> ASSIGNED TASK
Copy the entries that appear below in full, leaving out any picture among them.

> RECORDED INFORMATION
*** Begin section ***

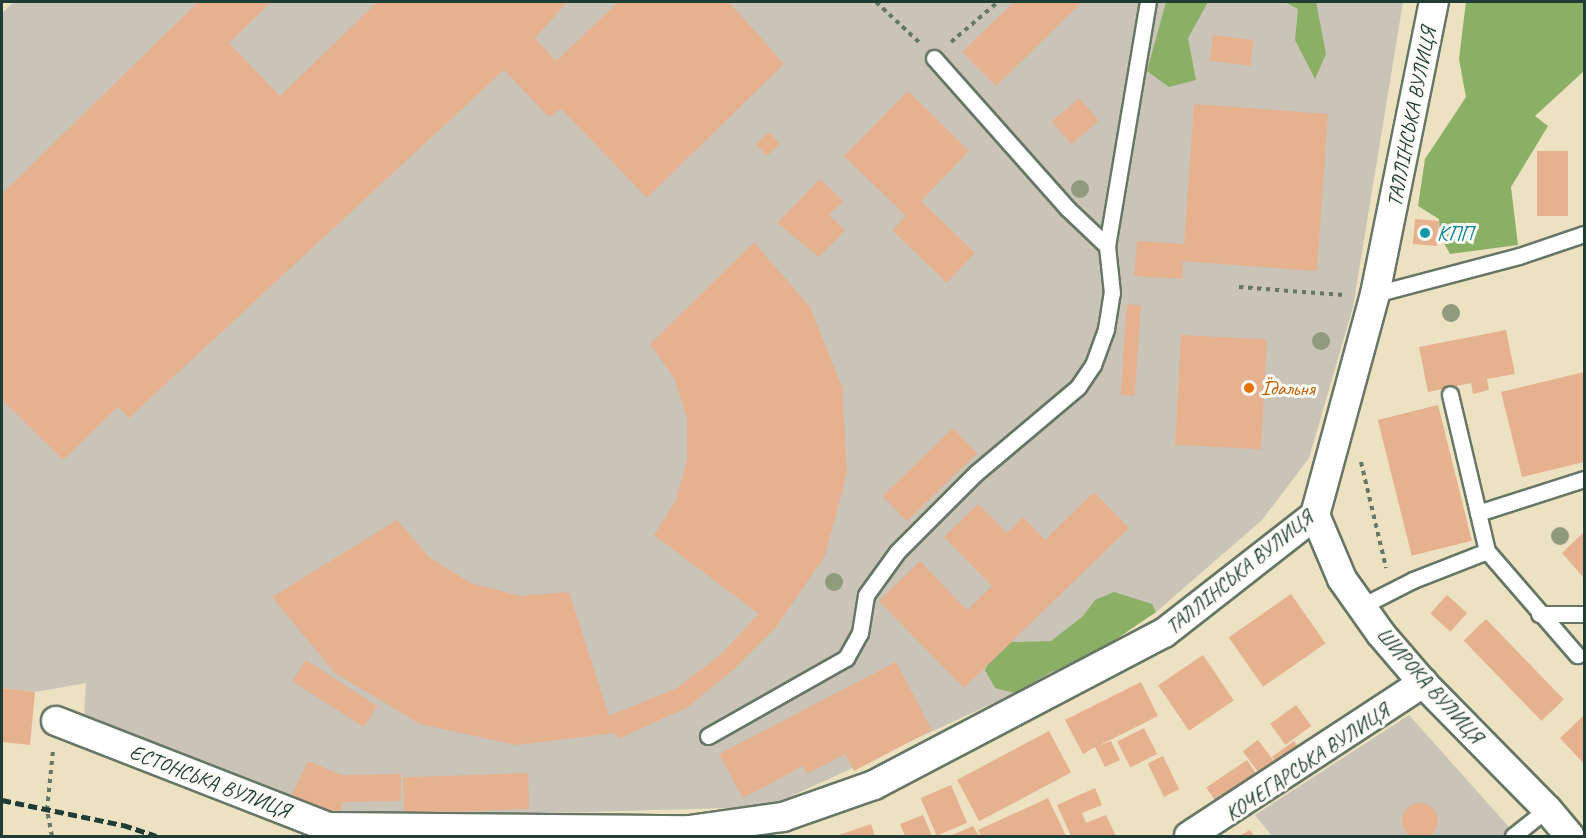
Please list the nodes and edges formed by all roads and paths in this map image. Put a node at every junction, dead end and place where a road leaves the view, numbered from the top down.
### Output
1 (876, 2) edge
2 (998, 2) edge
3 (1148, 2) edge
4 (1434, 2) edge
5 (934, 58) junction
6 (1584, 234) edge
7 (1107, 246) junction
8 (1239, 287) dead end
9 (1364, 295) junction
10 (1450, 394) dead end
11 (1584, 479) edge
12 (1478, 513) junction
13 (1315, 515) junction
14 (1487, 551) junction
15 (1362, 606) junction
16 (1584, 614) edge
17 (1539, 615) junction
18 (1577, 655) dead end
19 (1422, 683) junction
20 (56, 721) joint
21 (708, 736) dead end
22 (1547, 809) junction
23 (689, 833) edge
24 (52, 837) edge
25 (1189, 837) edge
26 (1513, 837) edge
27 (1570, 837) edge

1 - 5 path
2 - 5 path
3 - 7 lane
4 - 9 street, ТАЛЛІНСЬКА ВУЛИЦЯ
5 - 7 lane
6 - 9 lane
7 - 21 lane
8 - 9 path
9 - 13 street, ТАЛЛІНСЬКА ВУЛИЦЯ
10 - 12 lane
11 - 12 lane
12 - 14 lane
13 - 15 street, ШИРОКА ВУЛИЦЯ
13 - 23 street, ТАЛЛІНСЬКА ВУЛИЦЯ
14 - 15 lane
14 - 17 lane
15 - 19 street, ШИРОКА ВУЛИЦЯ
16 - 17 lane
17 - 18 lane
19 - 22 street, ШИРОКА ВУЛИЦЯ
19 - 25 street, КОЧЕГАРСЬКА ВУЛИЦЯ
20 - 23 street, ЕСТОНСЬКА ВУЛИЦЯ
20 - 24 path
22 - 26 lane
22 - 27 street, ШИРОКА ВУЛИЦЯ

*** End section ***

> ANSWER SECTION
Please list the nodes and edges formed by all roads and paths in this map image. Put a node at every junction, dead end and place where a road leaves the view, numbered from the top down.
### Output
1 (876, 2) edge
2 (998, 2) edge
3 (1148, 2) edge
4 (1434, 2) edge
5 (934, 58) junction
6 (1584, 234) edge
7 (1107, 246) junction
8 (1239, 287) dead end
9 (1364, 295) junction
10 (1450, 394) dead end
11 (1584, 479) edge
12 (1478, 513) junction
13 (1315, 515) junction
14 (1487, 551) junction
15 (1362, 606) junction
16 (1584, 614) edge
17 (1539, 615) junction
18 (1577, 655) dead end
19 (1422, 683) junction
20 (56, 721) joint
21 (708, 736) dead end
22 (1547, 809) junction
23 (689, 833) edge
24 (52, 837) edge
25 (1189, 837) edge
26 (1513, 837) edge
27 (1570, 837) edge

1 - 5 path
2 - 5 path
3 - 7 lane
4 - 9 street, ТАЛЛІНСЬКА ВУЛИЦЯ
5 - 7 lane
6 - 9 lane
7 - 21 lane
8 - 9 path
9 - 13 street, ТАЛЛІНСЬКА ВУЛИЦЯ
10 - 12 lane
11 - 12 lane
12 - 14 lane
13 - 15 street, ШИРОКА ВУЛИЦЯ
13 - 23 street, ТАЛЛІНСЬКА ВУЛИЦЯ
14 - 15 lane
14 - 17 lane
15 - 19 street, ШИРОКА ВУЛИЦЯ
16 - 17 lane
17 - 18 lane
19 - 22 street, ШИРОКА ВУЛИЦЯ
19 - 25 street, КОЧЕГАРСЬКА ВУЛИЦЯ
20 - 23 street, ЕСТОНСЬКА ВУЛИЦЯ
20 - 24 path
22 - 26 lane
22 - 27 street, ШИРОКА ВУЛИЦЯ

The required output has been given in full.